HAP Radiology Billing and Coding Blog

Documentation Diligence is the Key to Radiology Practice Reimbursement

Posted: By HAP USA on November 5, 2015

Medicare’s required changeover to ICD-10 diagnosis coding has shed more light than usual on a topic that requires constant diligence by radiology practices. Regardless of the payer being billed, good procedure coding and diagnosis coding are a must – and the source material for that coding is the documentation found in the radiologist’s report of the imaging examination.
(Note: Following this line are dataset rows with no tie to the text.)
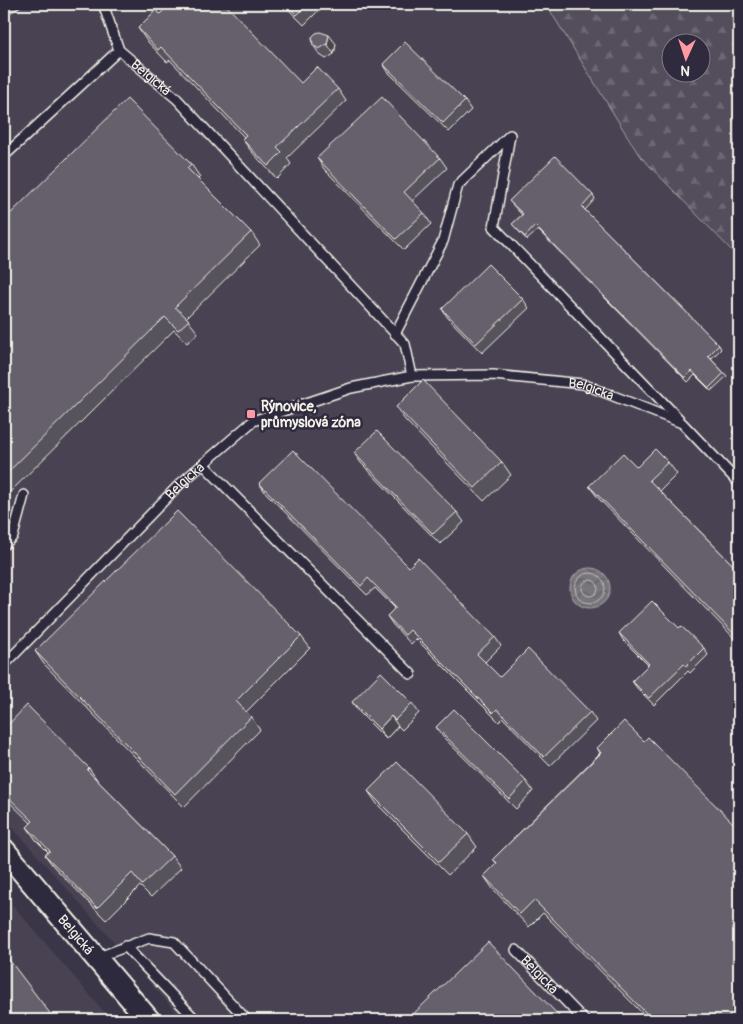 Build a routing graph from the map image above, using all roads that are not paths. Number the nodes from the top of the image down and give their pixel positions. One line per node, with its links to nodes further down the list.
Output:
1 (103, 4): 2 (lane, Belgická)
2 (119, 50): 3 (lane, Belgická); 4 (lane, Belgická)
3 (4, 156)
4 (395, 334): 5 (lane, Belgická); 6 (lane)
5 (412, 376): 6 (lane, Belgická); 7 (lane, Belgická)
6 (682, 423): 8 (lane, Belgická)
7 (203, 464): 11 (lane, Belgická); 12 (lane)
8 (739, 483)
9 (24, 495): 10 (lane)
10 (4, 545)
11 (4, 665)
12 (411, 674)
13 (4, 850): 16 (street, Belgická)
14 (126, 946): 16 (lane); 18 (lane); 19 (lane)
15 (516, 950): 20 (lane, Belgická)
16 (96, 958): 17 (street, Belgická)
17 (149, 1020)
18 (196, 1020)
19 (247, 1020)
20 (584, 1020)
In our preparation for ICD-10, we learned the importance of including as much precise and detailed information about the exam as possible, including the laterality of the body part and as much patient history as possible. These are important general rules for all exams, but certain studies require very specific elements to be included or reimbursement will be diminished. The following are a few examples of studies that often lack complete documentation.

Duplex Doppler Ultrasound

A complete study includes bilateral upper or lower extremity imaging, otherwise it will be considered to be a limited study with lower reimbursement. All of the relevant vessels must be imaged and described in the report to bill for a complete exam. For a lower extremity exam, the entire femoral vein, saphenous vein and popliteal vein on both legs are needed. For an upper extremity exam, the subclavian, jugular, axillary, brachial, basilic and cephalic veins of both arms are needed. The calf or forearm veins, respectively, may be included but are not required. A limited exam must be billed if one or more of these elements is omitted, or in the case of a unilateral exam or a focused pre-operative venous mapping study.


In either a limited or complete examination, all three duplex techniques (gray scale imaging, spectral analysis and color Doppler flow) must be performed and documented in the report. The Coding Committee of the RBMA has developed a table of Buzz Words for Duplex Imaging that radiologists can keep handy while dictating these exams.

Breast Imaging

Breast Ultrasound

This is another area where the distinction between complete and limited billing hinges on including all of the required elements to maximize reimbursement. The difference in Medicare reimbursement for a complete vs. limited exam is 7% in the professional component, and 30% in the technical component.


A complete study requires examination and interpretation of all four quadrants of the breast and retroareolar region. If the axilla is examined on ultrasound, it must also be included in the report.   Axillary ultrasound is not separately billable when a breast ultrasound is performed at the same time.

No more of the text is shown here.